Work required:
Whenever "roads" appears in a line of the entries below, that line counts; give the total only.

Data provided:

▶

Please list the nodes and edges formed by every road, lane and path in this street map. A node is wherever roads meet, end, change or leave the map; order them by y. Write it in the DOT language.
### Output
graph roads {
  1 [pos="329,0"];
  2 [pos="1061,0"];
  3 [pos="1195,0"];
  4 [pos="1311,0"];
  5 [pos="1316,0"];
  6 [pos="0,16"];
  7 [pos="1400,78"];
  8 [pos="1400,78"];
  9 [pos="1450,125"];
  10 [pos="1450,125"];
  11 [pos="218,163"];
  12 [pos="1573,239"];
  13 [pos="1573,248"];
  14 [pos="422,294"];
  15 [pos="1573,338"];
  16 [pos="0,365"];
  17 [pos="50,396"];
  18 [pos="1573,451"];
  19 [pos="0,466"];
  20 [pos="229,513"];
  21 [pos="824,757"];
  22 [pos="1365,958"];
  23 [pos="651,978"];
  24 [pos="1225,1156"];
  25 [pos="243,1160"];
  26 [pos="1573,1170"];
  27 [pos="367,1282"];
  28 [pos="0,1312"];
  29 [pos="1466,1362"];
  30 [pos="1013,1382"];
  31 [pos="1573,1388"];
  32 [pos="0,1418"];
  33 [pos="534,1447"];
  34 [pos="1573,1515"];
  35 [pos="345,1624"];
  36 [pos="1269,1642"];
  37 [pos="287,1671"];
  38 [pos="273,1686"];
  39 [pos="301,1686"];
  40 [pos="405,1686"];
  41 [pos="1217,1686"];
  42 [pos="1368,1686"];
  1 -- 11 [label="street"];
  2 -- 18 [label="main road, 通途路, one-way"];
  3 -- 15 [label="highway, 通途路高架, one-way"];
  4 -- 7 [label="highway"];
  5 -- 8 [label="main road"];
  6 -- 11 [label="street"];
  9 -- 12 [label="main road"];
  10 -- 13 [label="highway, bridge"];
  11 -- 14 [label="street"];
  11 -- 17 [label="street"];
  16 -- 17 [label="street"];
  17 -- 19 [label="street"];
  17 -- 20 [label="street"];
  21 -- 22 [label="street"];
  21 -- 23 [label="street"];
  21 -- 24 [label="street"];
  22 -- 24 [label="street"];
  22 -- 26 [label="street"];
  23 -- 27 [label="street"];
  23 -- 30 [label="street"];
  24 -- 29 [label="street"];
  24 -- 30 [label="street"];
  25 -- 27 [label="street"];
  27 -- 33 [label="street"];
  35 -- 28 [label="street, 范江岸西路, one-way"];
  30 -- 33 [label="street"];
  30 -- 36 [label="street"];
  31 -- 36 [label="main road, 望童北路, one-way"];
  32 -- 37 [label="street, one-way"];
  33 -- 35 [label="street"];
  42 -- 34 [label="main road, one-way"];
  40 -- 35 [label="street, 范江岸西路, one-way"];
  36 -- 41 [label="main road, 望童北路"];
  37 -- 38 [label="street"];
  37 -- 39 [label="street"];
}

◀

Finished exercise:
2